Data for the task START

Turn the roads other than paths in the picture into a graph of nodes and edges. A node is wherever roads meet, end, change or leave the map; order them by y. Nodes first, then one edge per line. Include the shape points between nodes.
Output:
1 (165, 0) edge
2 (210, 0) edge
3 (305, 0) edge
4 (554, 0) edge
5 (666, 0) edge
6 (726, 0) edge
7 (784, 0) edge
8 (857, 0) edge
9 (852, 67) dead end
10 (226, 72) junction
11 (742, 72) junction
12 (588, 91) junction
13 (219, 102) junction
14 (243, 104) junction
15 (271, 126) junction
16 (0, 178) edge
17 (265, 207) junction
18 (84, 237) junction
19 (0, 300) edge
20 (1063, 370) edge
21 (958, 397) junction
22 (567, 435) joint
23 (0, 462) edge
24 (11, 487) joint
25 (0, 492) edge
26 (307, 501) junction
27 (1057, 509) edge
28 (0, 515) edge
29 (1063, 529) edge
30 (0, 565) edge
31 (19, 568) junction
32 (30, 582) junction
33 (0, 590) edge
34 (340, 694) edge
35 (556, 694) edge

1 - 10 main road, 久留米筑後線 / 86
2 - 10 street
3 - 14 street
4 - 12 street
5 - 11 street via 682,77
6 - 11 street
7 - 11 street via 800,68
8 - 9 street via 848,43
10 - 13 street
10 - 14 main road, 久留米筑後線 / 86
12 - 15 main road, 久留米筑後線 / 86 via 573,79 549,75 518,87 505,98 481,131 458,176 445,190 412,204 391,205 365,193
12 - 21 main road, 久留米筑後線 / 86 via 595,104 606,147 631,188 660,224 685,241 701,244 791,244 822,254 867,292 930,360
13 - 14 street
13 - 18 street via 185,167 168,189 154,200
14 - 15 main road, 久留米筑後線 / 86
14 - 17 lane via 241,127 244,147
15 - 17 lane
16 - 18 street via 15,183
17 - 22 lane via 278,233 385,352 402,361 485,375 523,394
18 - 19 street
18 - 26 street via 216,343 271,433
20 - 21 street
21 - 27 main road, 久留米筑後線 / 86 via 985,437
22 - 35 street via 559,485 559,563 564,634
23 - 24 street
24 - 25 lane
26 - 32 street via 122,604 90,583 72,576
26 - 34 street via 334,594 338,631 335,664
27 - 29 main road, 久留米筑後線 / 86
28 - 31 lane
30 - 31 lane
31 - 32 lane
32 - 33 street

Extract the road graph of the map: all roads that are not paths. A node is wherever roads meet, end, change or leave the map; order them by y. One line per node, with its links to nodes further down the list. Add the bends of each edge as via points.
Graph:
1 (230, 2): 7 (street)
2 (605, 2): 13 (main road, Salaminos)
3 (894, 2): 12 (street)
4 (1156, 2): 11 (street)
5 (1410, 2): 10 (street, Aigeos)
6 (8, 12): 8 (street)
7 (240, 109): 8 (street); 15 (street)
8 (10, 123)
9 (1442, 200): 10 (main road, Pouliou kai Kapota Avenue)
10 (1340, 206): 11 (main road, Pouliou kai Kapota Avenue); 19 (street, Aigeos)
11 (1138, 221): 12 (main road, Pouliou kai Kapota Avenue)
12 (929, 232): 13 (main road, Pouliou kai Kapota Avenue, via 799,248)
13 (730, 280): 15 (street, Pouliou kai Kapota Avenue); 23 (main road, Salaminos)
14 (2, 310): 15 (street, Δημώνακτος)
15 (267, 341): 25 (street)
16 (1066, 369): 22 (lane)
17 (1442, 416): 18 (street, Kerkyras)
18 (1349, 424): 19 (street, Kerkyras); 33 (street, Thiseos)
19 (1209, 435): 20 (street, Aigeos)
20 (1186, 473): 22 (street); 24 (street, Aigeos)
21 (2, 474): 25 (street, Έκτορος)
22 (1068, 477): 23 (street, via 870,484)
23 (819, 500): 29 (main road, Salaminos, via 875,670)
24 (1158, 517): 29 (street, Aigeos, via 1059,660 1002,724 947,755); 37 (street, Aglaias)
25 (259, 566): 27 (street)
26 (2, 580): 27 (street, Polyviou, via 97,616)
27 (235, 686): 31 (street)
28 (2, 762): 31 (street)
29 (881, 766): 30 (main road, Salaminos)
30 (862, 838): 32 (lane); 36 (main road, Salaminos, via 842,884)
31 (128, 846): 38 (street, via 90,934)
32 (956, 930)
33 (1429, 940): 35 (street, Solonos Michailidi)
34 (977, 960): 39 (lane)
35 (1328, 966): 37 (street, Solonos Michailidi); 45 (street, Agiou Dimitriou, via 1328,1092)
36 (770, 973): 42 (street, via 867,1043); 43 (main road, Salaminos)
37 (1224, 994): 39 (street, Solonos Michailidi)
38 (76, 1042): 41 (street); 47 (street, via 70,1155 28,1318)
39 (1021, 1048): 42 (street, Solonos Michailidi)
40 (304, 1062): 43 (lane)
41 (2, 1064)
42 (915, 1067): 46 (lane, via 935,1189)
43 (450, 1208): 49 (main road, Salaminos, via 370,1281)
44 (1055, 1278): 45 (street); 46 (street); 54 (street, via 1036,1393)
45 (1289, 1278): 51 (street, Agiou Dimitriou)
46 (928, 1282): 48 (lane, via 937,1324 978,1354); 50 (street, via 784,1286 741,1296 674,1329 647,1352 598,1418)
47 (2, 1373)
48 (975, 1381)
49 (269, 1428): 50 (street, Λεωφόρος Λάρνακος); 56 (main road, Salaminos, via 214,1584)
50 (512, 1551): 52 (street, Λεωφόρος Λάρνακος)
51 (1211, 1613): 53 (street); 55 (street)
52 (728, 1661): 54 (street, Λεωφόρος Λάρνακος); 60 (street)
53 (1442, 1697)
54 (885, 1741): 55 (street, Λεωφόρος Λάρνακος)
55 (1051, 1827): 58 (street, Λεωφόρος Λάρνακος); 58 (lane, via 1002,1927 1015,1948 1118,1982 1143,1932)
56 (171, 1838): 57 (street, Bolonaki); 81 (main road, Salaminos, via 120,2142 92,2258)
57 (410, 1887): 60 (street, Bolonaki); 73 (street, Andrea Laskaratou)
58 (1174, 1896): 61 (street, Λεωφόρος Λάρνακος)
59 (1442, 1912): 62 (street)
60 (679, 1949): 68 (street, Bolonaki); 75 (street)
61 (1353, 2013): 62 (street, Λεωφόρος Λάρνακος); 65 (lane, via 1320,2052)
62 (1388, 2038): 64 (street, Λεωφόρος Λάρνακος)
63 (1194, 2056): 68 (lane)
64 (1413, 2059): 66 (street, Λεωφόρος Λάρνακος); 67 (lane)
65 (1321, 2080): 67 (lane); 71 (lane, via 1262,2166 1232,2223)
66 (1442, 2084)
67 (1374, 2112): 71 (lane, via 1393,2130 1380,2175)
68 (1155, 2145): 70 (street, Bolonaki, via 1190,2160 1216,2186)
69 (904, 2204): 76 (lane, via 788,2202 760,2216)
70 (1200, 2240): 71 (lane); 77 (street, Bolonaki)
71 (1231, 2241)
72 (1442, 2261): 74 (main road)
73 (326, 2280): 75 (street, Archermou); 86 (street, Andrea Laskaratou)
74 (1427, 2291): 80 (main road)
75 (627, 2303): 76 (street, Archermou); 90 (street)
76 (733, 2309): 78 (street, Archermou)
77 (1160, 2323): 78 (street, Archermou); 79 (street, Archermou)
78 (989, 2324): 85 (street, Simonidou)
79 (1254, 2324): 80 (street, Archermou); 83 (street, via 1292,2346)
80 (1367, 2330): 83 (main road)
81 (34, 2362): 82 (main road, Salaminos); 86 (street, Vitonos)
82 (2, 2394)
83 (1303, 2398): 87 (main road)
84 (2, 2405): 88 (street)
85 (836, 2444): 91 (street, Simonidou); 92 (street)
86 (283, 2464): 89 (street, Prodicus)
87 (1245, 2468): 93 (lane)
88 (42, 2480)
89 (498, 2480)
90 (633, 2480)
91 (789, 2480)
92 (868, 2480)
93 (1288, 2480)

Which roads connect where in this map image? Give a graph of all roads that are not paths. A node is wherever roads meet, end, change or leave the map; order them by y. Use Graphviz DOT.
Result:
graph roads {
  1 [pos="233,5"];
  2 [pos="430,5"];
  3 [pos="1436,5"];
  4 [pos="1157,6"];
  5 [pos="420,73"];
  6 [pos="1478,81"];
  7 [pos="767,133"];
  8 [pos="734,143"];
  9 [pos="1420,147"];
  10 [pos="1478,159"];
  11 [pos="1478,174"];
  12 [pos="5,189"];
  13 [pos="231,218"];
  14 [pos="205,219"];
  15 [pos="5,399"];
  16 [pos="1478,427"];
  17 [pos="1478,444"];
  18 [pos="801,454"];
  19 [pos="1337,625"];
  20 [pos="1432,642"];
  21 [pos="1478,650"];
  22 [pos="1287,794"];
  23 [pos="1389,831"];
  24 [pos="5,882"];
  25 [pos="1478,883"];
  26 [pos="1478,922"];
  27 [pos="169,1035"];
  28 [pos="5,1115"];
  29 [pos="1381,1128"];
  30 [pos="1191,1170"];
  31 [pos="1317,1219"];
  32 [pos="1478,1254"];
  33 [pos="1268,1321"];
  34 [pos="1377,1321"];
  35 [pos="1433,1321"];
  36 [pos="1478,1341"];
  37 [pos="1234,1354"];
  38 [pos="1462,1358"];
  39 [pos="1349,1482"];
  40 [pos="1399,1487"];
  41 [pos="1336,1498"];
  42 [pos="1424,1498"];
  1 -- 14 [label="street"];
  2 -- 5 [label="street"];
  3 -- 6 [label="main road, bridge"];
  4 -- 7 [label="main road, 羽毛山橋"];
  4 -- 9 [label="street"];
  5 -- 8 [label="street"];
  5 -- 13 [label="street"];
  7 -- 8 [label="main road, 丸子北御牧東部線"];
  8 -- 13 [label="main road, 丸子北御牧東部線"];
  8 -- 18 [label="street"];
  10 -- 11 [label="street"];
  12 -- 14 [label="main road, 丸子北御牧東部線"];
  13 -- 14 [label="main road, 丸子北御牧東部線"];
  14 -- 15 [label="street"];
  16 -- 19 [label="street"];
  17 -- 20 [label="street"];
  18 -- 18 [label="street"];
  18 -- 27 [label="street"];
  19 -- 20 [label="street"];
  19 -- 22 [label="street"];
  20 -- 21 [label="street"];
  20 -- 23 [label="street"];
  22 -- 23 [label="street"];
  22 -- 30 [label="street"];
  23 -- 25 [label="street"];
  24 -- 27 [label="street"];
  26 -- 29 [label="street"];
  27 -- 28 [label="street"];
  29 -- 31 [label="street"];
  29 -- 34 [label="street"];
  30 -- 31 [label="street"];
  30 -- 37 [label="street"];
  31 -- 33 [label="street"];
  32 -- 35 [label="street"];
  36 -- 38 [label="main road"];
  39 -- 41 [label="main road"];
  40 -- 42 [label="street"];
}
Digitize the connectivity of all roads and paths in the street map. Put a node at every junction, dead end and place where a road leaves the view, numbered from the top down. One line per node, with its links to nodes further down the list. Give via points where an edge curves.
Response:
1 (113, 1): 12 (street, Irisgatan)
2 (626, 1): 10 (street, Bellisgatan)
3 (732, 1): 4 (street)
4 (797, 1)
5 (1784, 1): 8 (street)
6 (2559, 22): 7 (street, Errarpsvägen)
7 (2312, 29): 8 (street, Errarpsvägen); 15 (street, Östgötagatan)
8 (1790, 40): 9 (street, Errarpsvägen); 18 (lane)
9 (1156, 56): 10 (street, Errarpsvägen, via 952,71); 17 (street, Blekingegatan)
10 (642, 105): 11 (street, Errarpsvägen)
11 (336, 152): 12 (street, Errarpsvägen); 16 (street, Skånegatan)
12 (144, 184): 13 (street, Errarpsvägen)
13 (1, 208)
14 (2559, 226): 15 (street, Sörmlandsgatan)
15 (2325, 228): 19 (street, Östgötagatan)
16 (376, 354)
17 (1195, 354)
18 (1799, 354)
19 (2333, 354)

Data for the task END

• _Directions for this task_: The number of lines in the data that hold "further" is all that should be given.

• _Solution for this exercise_: 2